With pictures left out, set down every record word for word.

========================================

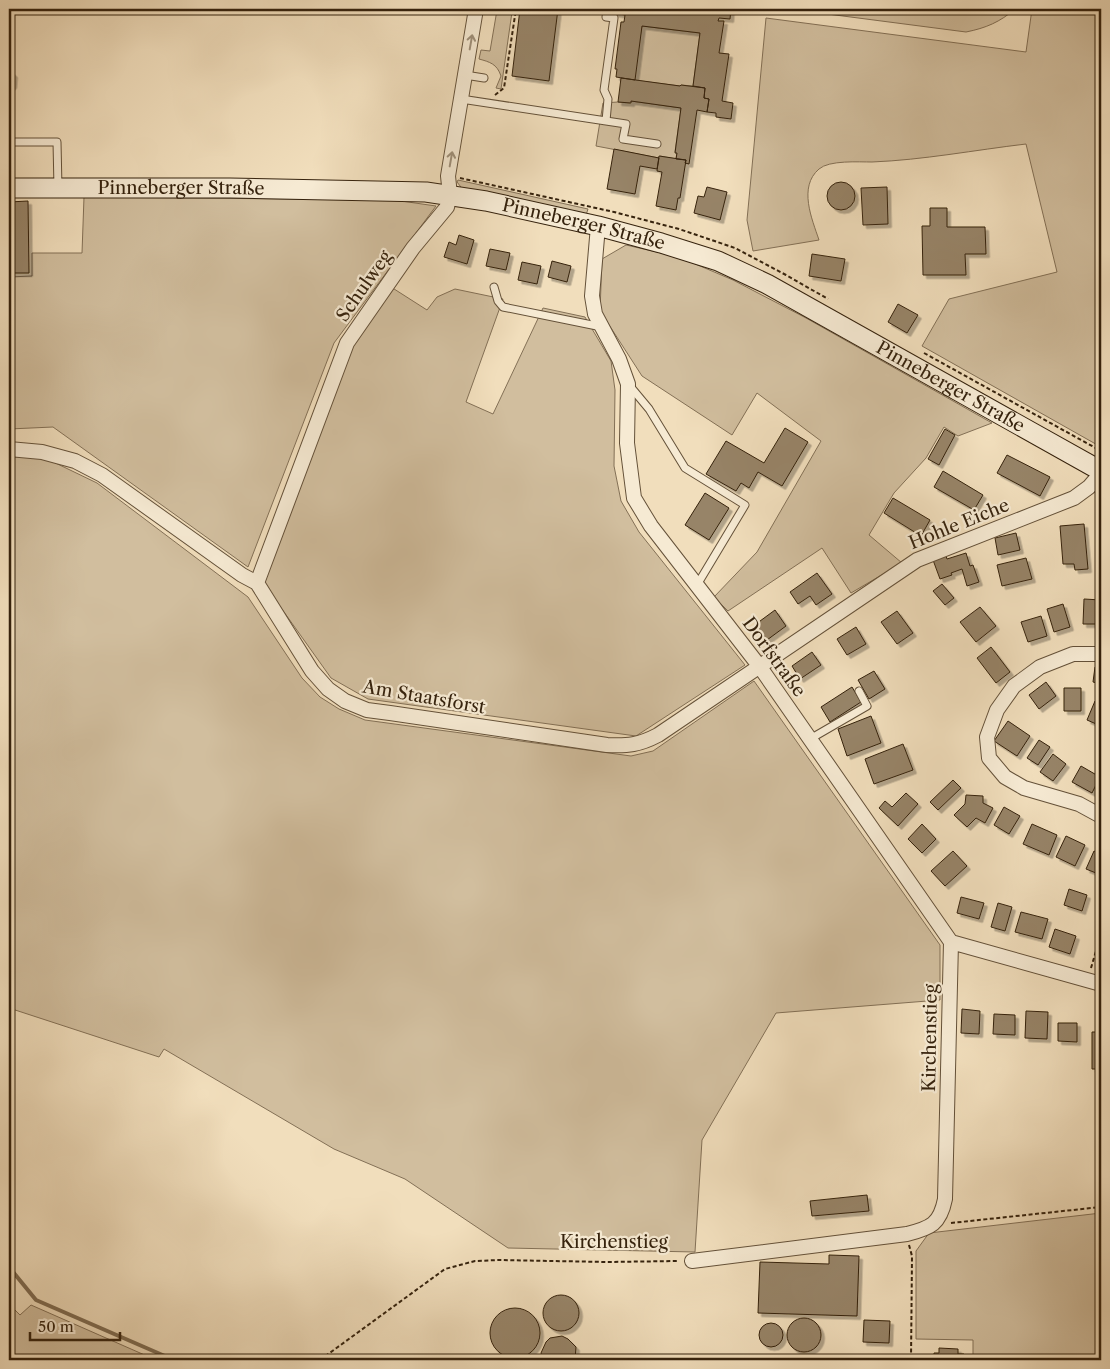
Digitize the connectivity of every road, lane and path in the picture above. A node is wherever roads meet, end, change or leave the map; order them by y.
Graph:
1 (476, 9) edge
2 (607, 9) edge
3 (465, 75) junction
4 (484, 78) dead end
5 (461, 98) junction
6 (606, 121) junction
7 (9, 142) edge
8 (657, 144) dead end
9 (9, 188) edge
10 (58, 188) junction
11 (450, 195) junction
12 (598, 226) junction
13 (494, 287) dead end
14 (602, 327) junction
15 (628, 384) junction
16 (9, 449) edge
17 (1101, 472) edge
18 (257, 583) junction
19 (697, 586) junction
20 (1101, 654) edge
21 (760, 667) junction
22 (859, 691) dead end
23 (810, 739) junction
24 (1101, 816) edge
25 (1101, 934) edge
26 (951, 942) junction
27 (1086, 980) junction
28 (1101, 984) edge
29 (1101, 1207) edge
30 (936, 1223) junction
31 (907, 1234) junction
32 (692, 1261) joint
33 (320, 1360) edge
34 (911, 1360) edge

3 -> 1 street
2 - 6 lane
3 - 4 lane
3 - 5 street
5 - 6 lane
11 -> 5 street
6 - 8 lane
7 - 10 lane
9 - 10 main road, Pinneberger Straße
10 - 11 main road, Pinneberger Straße
11 - 12 main road, Pinneberger Straße
11 - 18 street, Schulweg
12 - 14 street, Dorfstraße
12 - 17 main road, Pinneberger Straße
13 - 14 lane
14 - 15 street, Dorfstraße
15 - 19 street, Dorfstraße
15 - 19 lane
16 - 18 street, Am Staatsforst
17 - 21 street, Hohle Eiche
18 - 21 street, Am Staatsforst
19 - 21 street, Dorfstraße
20 - 24 street
21 - 23 street, Dorfstraße
22 - 23 lane
23 - 26 street, Dorfstraße
25 - 27 path
26 - 27 street
26 - 30 street, Kirchenstieg
27 - 28 street
29 - 30 path
30 - 31 street, Kirchenstieg
31 - 32 street, Kirchenstieg
31 - 34 path
32 - 33 path, Kirchenstieg

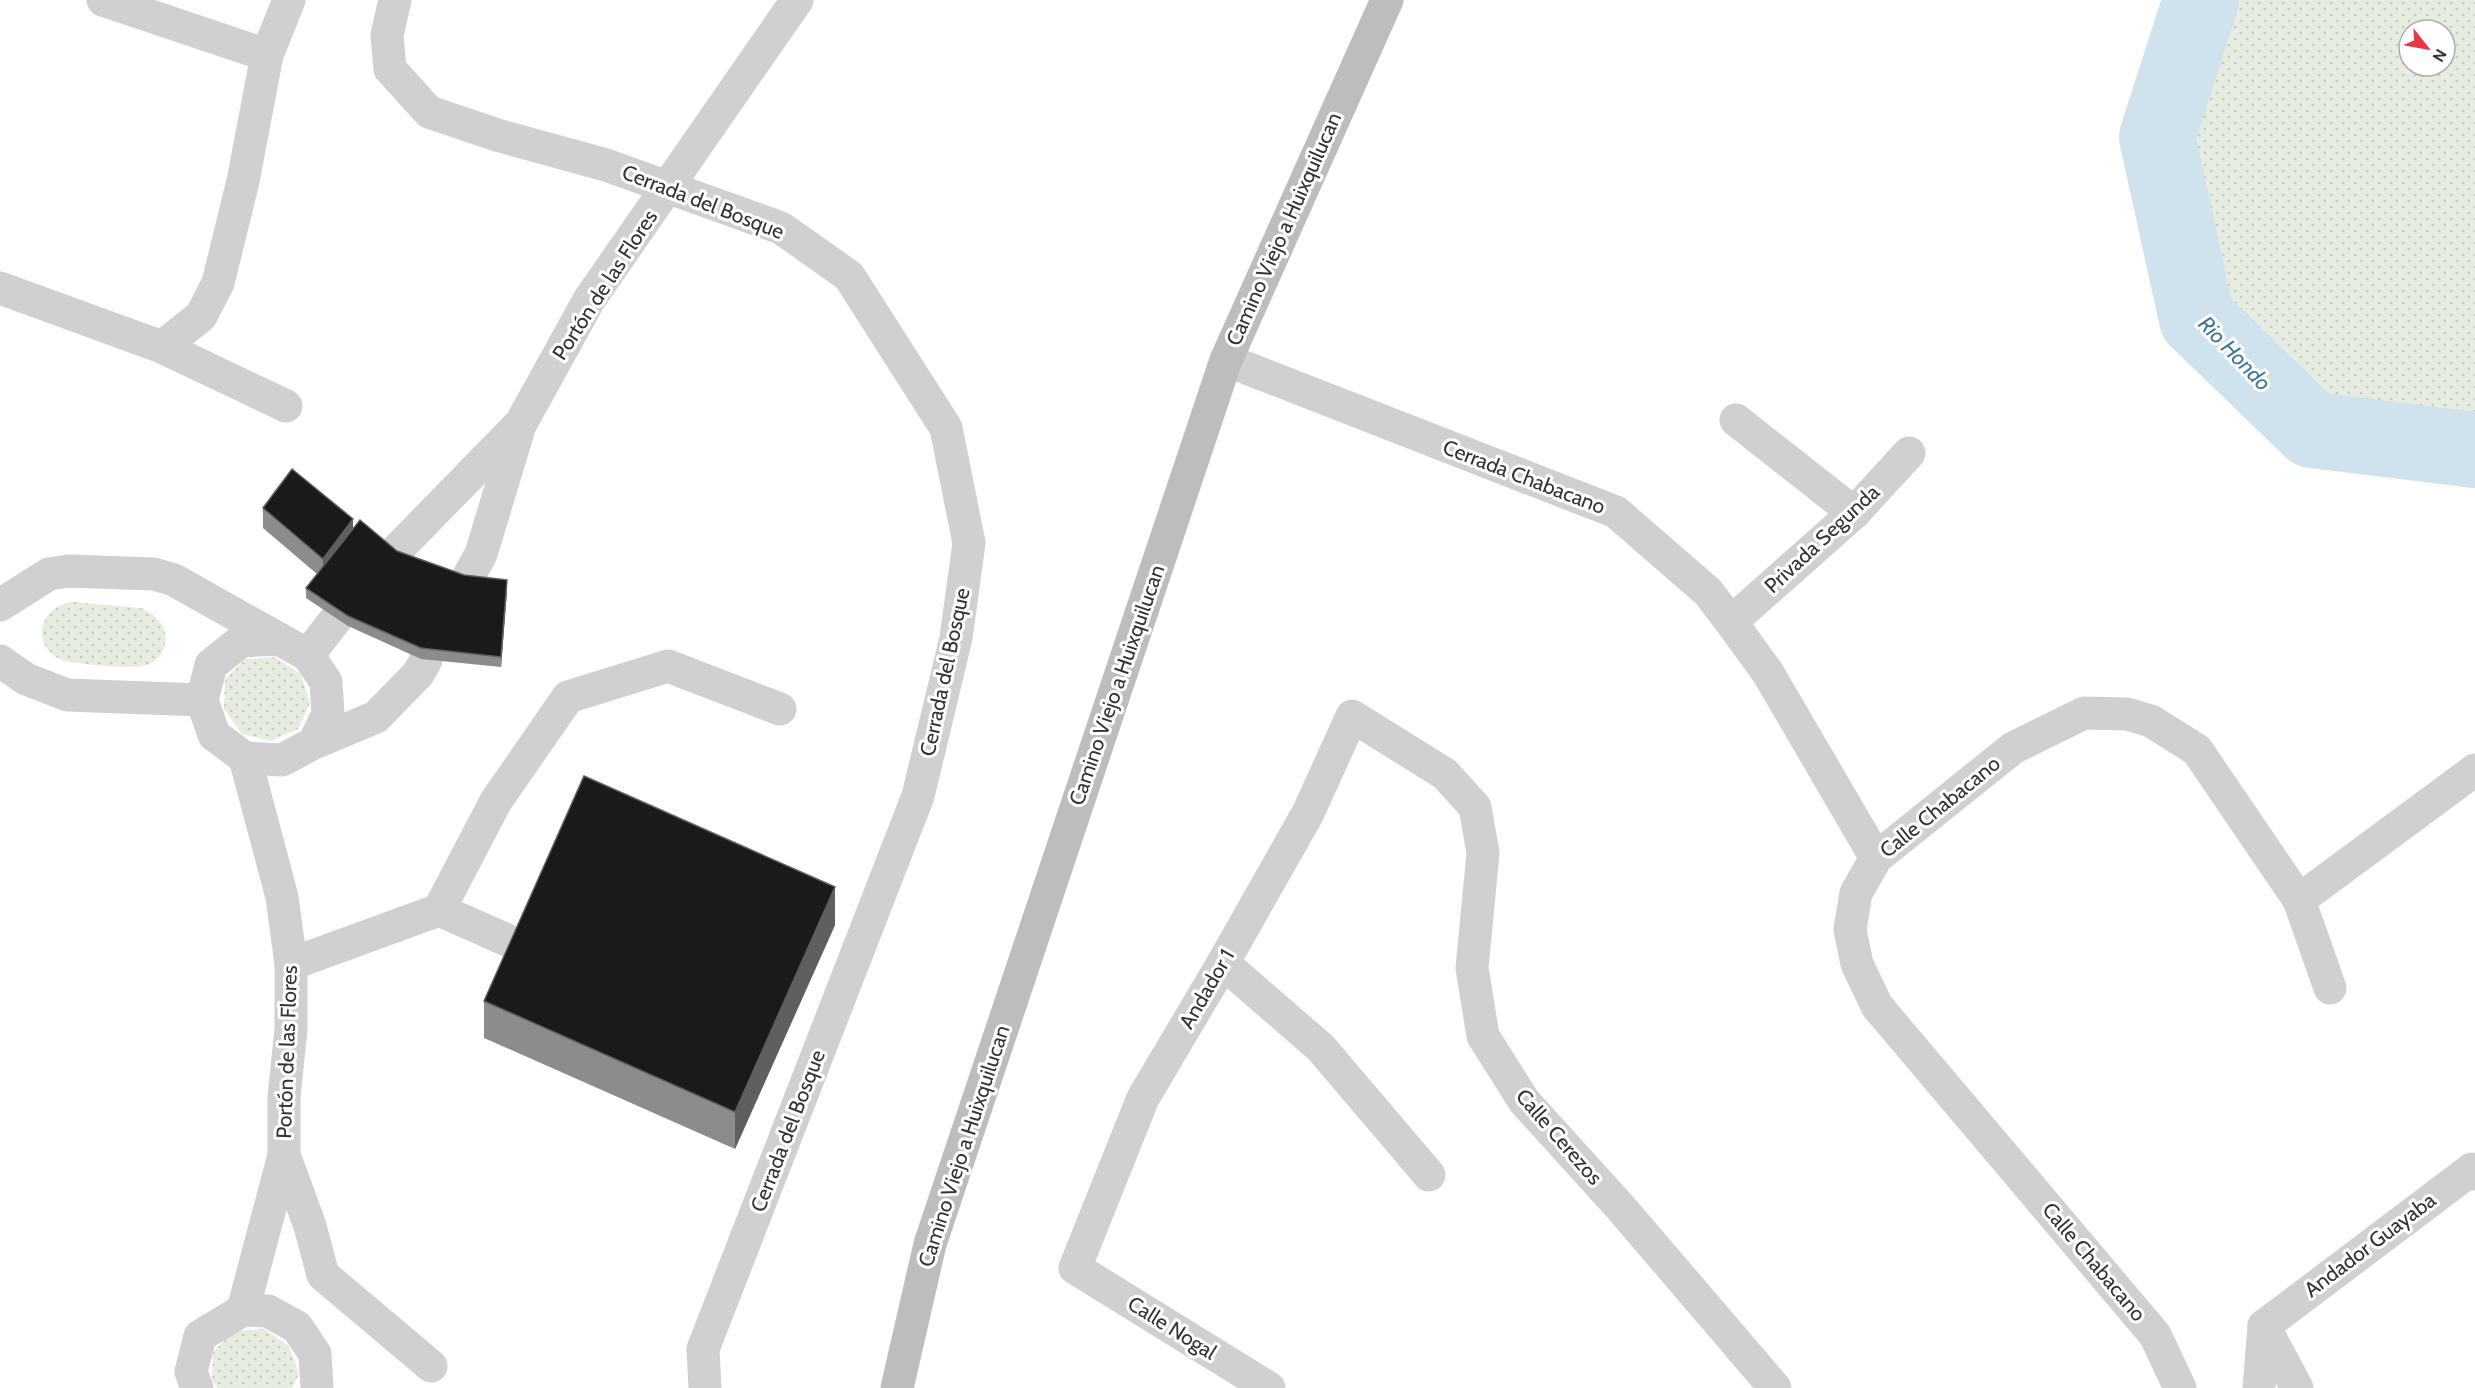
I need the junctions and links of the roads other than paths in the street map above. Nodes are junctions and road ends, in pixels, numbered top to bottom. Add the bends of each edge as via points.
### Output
1 (103, 0) edge
2 (290, 0) edge
3 (395, 0) edge
4 (797, 0) edge
5 (1387, 0) edge
6 (267, 55) junction
7 (0, 288) edge
8 (162, 347) junction
9 (1226, 360) junction
10 (286, 406) dead end
11 (1736, 420) dead end
12 (520, 425) junction
13 (1909, 453) dead end
14 (1854, 513) junction
15 (391, 556) edge
16 (464, 585) edge
17 (0, 605) edge
18 (336, 619) edge
19 (1731, 622) junction
20 (279, 639) junction
21 (308, 655) junction
22 (426, 660) edge
23 (0, 661) edge
24 (202, 700) junction
25 (780, 709) dead end
26 (1352, 716) joint
27 (314, 743) junction
28 (245, 758) junction
29 (2475, 770) edge
30 (1876, 858) junction
31 (2299, 900) junction
32 (439, 910) junction
33 (525, 948) edge
34 (1223, 963) junction
35 (291, 964) junction
36 (2330, 987) dead end
37 (284, 1155) junction
38 (2475, 1174) edge
39 (1429, 1175) dead end
40 (1075, 1268) joint
41 (243, 1310) junction
42 (2264, 1326) junction
43 (431, 1366) dead end
44 (197, 1388) edge
45 (316, 1388) edge
46 (705, 1388) edge
47 (897, 1388) edge
48 (1269, 1388) edge
49 (1776, 1388) edge
50 (2180, 1388) edge
51 (2259, 1388) edge
52 (2297, 1388) edge

1 - 6 street
2 - 6 street
3 - 46 street, Cerrada del Bosque via 387,35 390,69 429,112 606,165 781,228 849,276 946,428 969,543 956,638 918,796 703,1349
4 - 12 street, Portón de las Flores via 590,300
5 - 9 main road, Camino Viejo a Huixquilucan
6 - 8 street via 243,181 218,283 201,316
7 - 8 street
8 - 10 street
9 - 19 street, Cerrada Chabacano via 1616,512 1708,592
9 - 47 main road, Camino Viejo a Huixquilucan via 930,1244
11 - 14 street
12 - 15 street, Portón de las Flores
12 - 16 street, Portón de las Flores via 481,554
13 - 14 street, Privada Segunda
14 - 19 street, Privada Segunda
17 - 20 street via 49,574 154,574 174,580
18 - 21 street
19 - 30 street, Cerrada Chabacano via 1768,673
20 - 21 street
20 - 24 street via 241,641 212,664
21 - 27 street via 326,682 328,714
22 - 27 street via 418,674 376,717
23 - 24 street via 26,679 67,694
24 - 28 street via 214,735
25 - 32 street via 668,666 568,697 496,801
26 - 34 street, Andador 1 via 1308,813
26 - 49 street, Calle Cerezos via 1445,774 1475,807 1483,853 1472,968 1479,1013 1483,1035 1524,1101
27 - 28 street via 282,760
28 - 35 street, Portón de las Flores via 282,897
29 - 31 street
30 - 31 street, Calle Chabacano via 2013,748 2084,714 2127,714 2151,721 2197,750
30 - 50 street, Calle Chabacano via 1856,893 1850,930 1857,964 1877,1006 2156,1335
31 - 36 street, Calle Chabacano
32 - 33 street
32 - 35 street
34 - 39 street via 1321,1048
34 - 40 street, Andador 1 via 1143,1098
35 - 37 street, Portón de las Flores
37 - 41 street, Portón de las Flores
37 - 43 street via 323,1275
38 - 42 street, Andador Guayaba via 2472,1169
40 - 48 street, Calle Nogal
41 - 44 street via 200,1336 191,1372
41 - 45 street via 268,1311 297,1327 315,1354
42 - 51 street
42 - 52 street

========================================

Task solution -
Digitize the connectivity of every road, lane and path in the picture above. A node is wherever roads meet, end, change or leave the map; order them by y.
Graph:
1 (476, 9) edge
2 (607, 9) edge
3 (465, 75) junction
4 (484, 78) dead end
5 (461, 98) junction
6 (606, 121) junction
7 (9, 142) edge
8 (657, 144) dead end
9 (9, 188) edge
10 (58, 188) junction
11 (450, 195) junction
12 (598, 226) junction
13 (494, 287) dead end
14 (602, 327) junction
15 (628, 384) junction
16 (9, 449) edge
17 (1101, 472) edge
18 (257, 583) junction
19 (697, 586) junction
20 (1101, 654) edge
21 (760, 667) junction
22 (859, 691) dead end
23 (810, 739) junction
24 (1101, 816) edge
25 (1101, 934) edge
26 (951, 942) junction
27 (1086, 980) junction
28 (1101, 984) edge
29 (1101, 1207) edge
30 (936, 1223) junction
31 (907, 1234) junction
32 (692, 1261) joint
33 (320, 1360) edge
34 (911, 1360) edge

3 -> 1 street
2 - 6 lane
3 - 4 lane
3 - 5 street
5 - 6 lane
11 -> 5 street
6 - 8 lane
7 - 10 lane
9 - 10 main road, Pinneberger Straße
10 - 11 main road, Pinneberger Straße
11 - 12 main road, Pinneberger Straße
11 - 18 street, Schulweg
12 - 14 street, Dorfstraße
12 - 17 main road, Pinneberger Straße
13 - 14 lane
14 - 15 street, Dorfstraße
15 - 19 street, Dorfstraße
15 - 19 lane
16 - 18 street, Am Staatsforst
17 - 21 street, Hohle Eiche
18 - 21 street, Am Staatsforst
19 - 21 street, Dorfstraße
20 - 24 street
21 - 23 street, Dorfstraße
22 - 23 lane
23 - 26 street, Dorfstraße
25 - 27 path
26 - 27 street
26 - 30 street, Kirchenstieg
27 - 28 street
29 - 30 path
30 - 31 street, Kirchenstieg
31 - 32 street, Kirchenstieg
31 - 34 path
32 - 33 path, Kirchenstieg

I need the junctions and links of the roads other than paths in the street map above. Nodes are junctions and road ends, in pixels, numbered top to bottom. Add the bends of each edge as via points.
### Output
1 (103, 0) edge
2 (290, 0) edge
3 (395, 0) edge
4 (797, 0) edge
5 (1387, 0) edge
6 (267, 55) junction
7 (0, 288) edge
8 (162, 347) junction
9 (1226, 360) junction
10 (286, 406) dead end
11 (1736, 420) dead end
12 (520, 425) junction
13 (1909, 453) dead end
14 (1854, 513) junction
15 (391, 556) edge
16 (464, 585) edge
17 (0, 605) edge
18 (336, 619) edge
19 (1731, 622) junction
20 (279, 639) junction
21 (308, 655) junction
22 (426, 660) edge
23 (0, 661) edge
24 (202, 700) junction
25 (780, 709) dead end
26 (1352, 716) joint
27 (314, 743) junction
28 (245, 758) junction
29 (2475, 770) edge
30 (1876, 858) junction
31 (2299, 900) junction
32 (439, 910) junction
33 (525, 948) edge
34 (1223, 963) junction
35 (291, 964) junction
36 (2330, 987) dead end
37 (284, 1155) junction
38 (2475, 1174) edge
39 (1429, 1175) dead end
40 (1075, 1268) joint
41 (243, 1310) junction
42 (2264, 1326) junction
43 (431, 1366) dead end
44 (197, 1388) edge
45 (316, 1388) edge
46 (705, 1388) edge
47 (897, 1388) edge
48 (1269, 1388) edge
49 (1776, 1388) edge
50 (2180, 1388) edge
51 (2259, 1388) edge
52 (2297, 1388) edge

1 - 6 street
2 - 6 street
3 - 46 street, Cerrada del Bosque via 387,35 390,69 429,112 606,165 781,228 849,276 946,428 969,543 956,638 918,796 703,1349
4 - 12 street, Portón de las Flores via 590,300
5 - 9 main road, Camino Viejo a Huixquilucan
6 - 8 street via 243,181 218,283 201,316
7 - 8 street
8 - 10 street
9 - 19 street, Cerrada Chabacano via 1616,512 1708,592
9 - 47 main road, Camino Viejo a Huixquilucan via 930,1244
11 - 14 street
12 - 15 street, Portón de las Flores
12 - 16 street, Portón de las Flores via 481,554
13 - 14 street, Privada Segunda
14 - 19 street, Privada Segunda
17 - 20 street via 49,574 154,574 174,580
18 - 21 street
19 - 30 street, Cerrada Chabacano via 1768,673
20 - 21 street
20 - 24 street via 241,641 212,664
21 - 27 street via 326,682 328,714
22 - 27 street via 418,674 376,717
23 - 24 street via 26,679 67,694
24 - 28 street via 214,735
25 - 32 street via 668,666 568,697 496,801
26 - 34 street, Andador 1 via 1308,813
26 - 49 street, Calle Cerezos via 1445,774 1475,807 1483,853 1472,968 1479,1013 1483,1035 1524,1101
27 - 28 street via 282,760
28 - 35 street, Portón de las Flores via 282,897
29 - 31 street
30 - 31 street, Calle Chabacano via 2013,748 2084,714 2127,714 2151,721 2197,750
30 - 50 street, Calle Chabacano via 1856,893 1850,930 1857,964 1877,1006 2156,1335
31 - 36 street, Calle Chabacano
32 - 33 street
32 - 35 street
34 - 39 street via 1321,1048
34 - 40 street, Andador 1 via 1143,1098
35 - 37 street, Portón de las Flores
37 - 41 street, Portón de las Flores
37 - 43 street via 323,1275
38 - 42 street, Andador Guayaba via 2472,1169
40 - 48 street, Calle Nogal
41 - 44 street via 200,1336 191,1372
41 - 45 street via 268,1311 297,1327 315,1354
42 - 51 street
42 - 52 street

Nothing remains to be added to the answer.